The philosophical aspect of the crisis is one of moral relativism as a part of liberal political philosophy, and Obama accepts this line of thought, Kesler said.

"The philosophical part of the crisis has to do with the influence of post-modernism in liberal thought - liberalism doesn't rest on moral truth," he said. "The President is stuck believing there is no absolute truth, and that this is absolutely true."

Kesler said liberalism, as an American political movement, is 100 years old and began with the election of Woodrow Wilson in 1912. Over the course of the 100 years there have been four "waves" of liberalism, with President Obama's efforts representing the fourth wave, he said.

The first three waves were the New Freedom concept advanced by Wilson, the New Deal legislation under Franklin D. Roosevelt and the Great Society legislation under Lyndon B. Johnson.

"You can call these three waves political liberalism under Wilson, economic liberalism with the New Deal and cultural liberalism in the 60s," he said.

The first wave was the source of the idea of a living constitution. Wilson was the first president to criticize the constitution and called it obsolete, Kesler said.

"The founders, according to Wilson, didn't understand that human politics are governed by Darwinian laws of change," he said. "They didn't realize that human nature was changeable."

The liberal position was that the constitution had to be made up-to-date with a changing society and had to be positioned on the right side of history, Kesler said.

He said the liberals did not recognize the founding fathers' conception of a constitution resistant to change as a viable alternative to a living constitution.

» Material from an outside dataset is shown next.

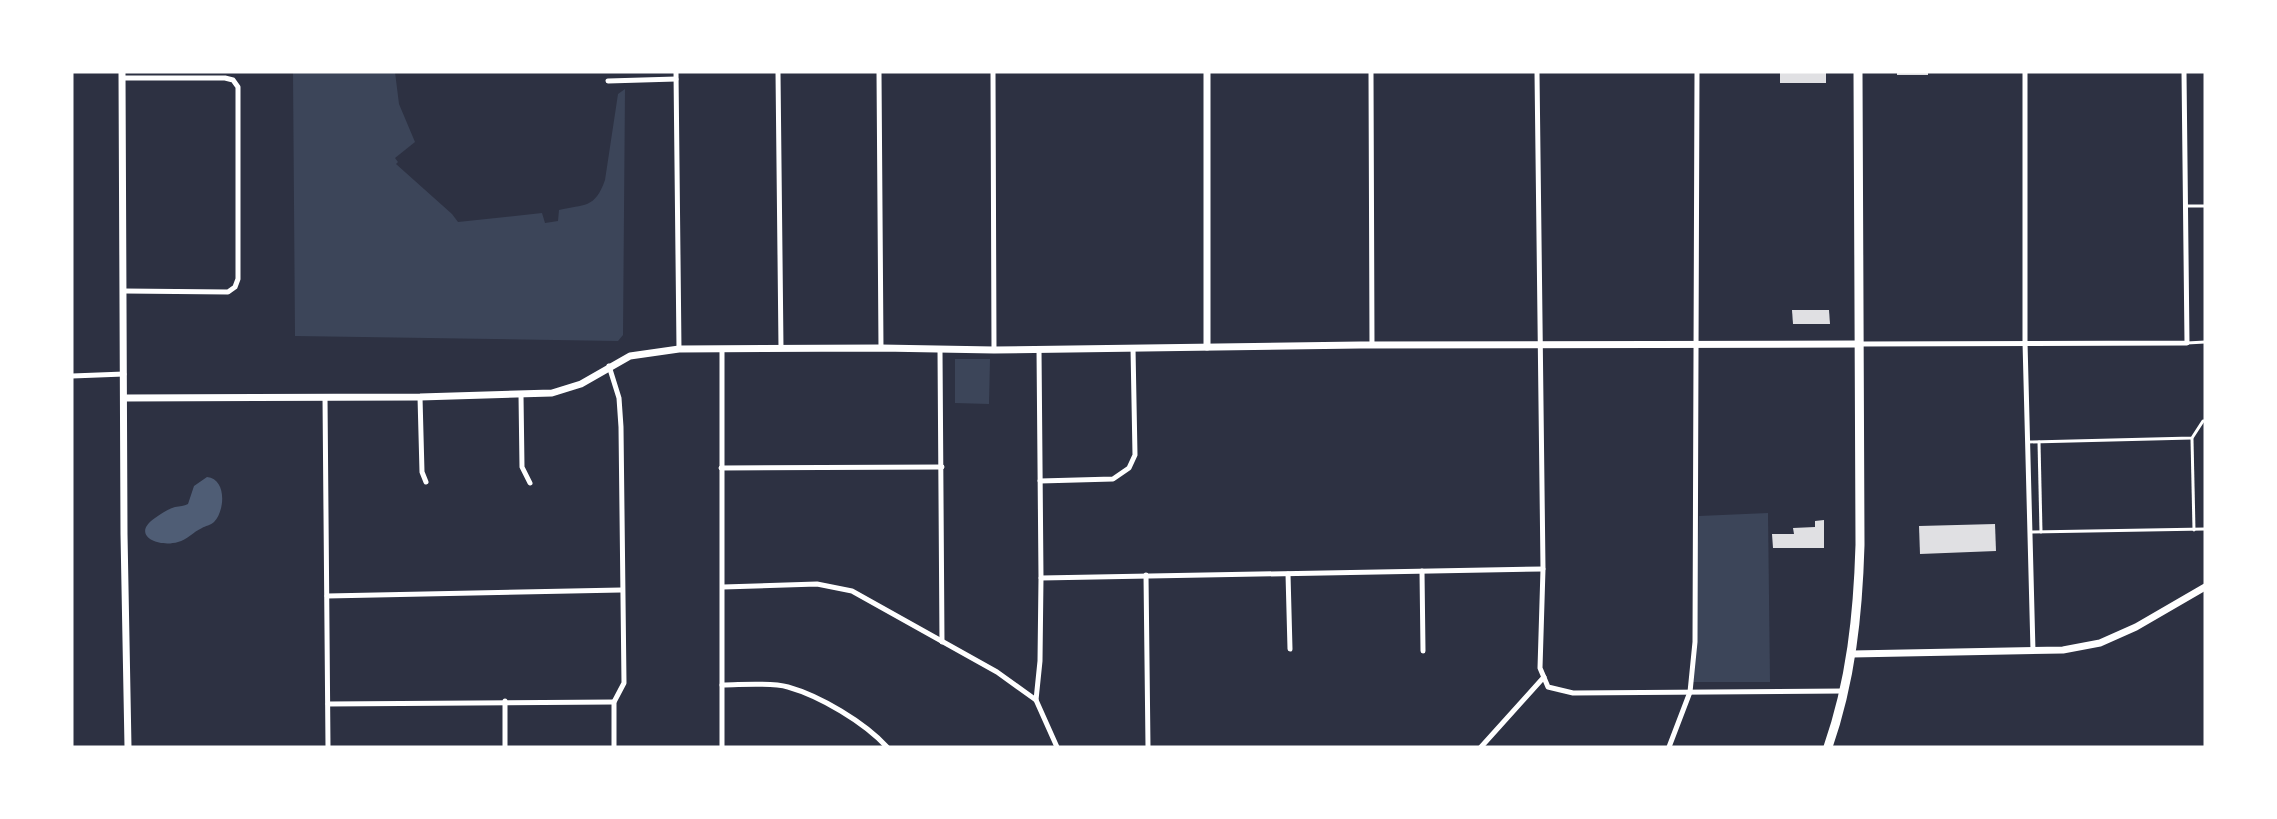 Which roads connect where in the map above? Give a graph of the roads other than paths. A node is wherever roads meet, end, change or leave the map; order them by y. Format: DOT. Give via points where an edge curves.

"The founders, because they had a static natural law theory, created a constitution that would be very hard to change, hard to amend," he said. "For liberals, the only alternative to their living constitution is a dead constitution."

Kesler noted the second wave, under President Roosevelt, advanced the idea of a social contract between the government and the people, in which the people exchange their power for rights.

The idea of exchanging of rights for power leads to an argument in favor of a more powerful government, he said.

"This leads to what I like to call the first law of big government," Kesler said. "There's no reason to fear government growing, because more government means more rights."

The third wave brought about a change from quantitative to qualitative liberalism, Kesler said.

This was brought about in part by President Johnson's efforts to further Roosevelt's policies from keeping citizens above a certain level economically to providing for everyone to have a spiritually fulfilling life, he said.

"The New Deal was about meeting the needs of the body, but the Great Society wanted to address the soul," Kesler said.

He added the problem was the government programs of the Great Society were too costly and unsuccessful.

A second aspect of the move toward qualitative liberalism was the cultural liberalism that led those who were very liberal to chastise the majority culture.

"When liberalism turned on the majority, the majority turned on liberalism," he said.

The 2012 election cycle will have a great deal to say about the duration and the legacy of the fourth wave of liberalism that Obama represents, Kesler said.

"He took us in a very brief time where the first two years of his term were the breakthrough, sharply to the left," Kesler said. "The elections of 2010 brought us sharply to the right. Where we go from here will be determined by this year's election.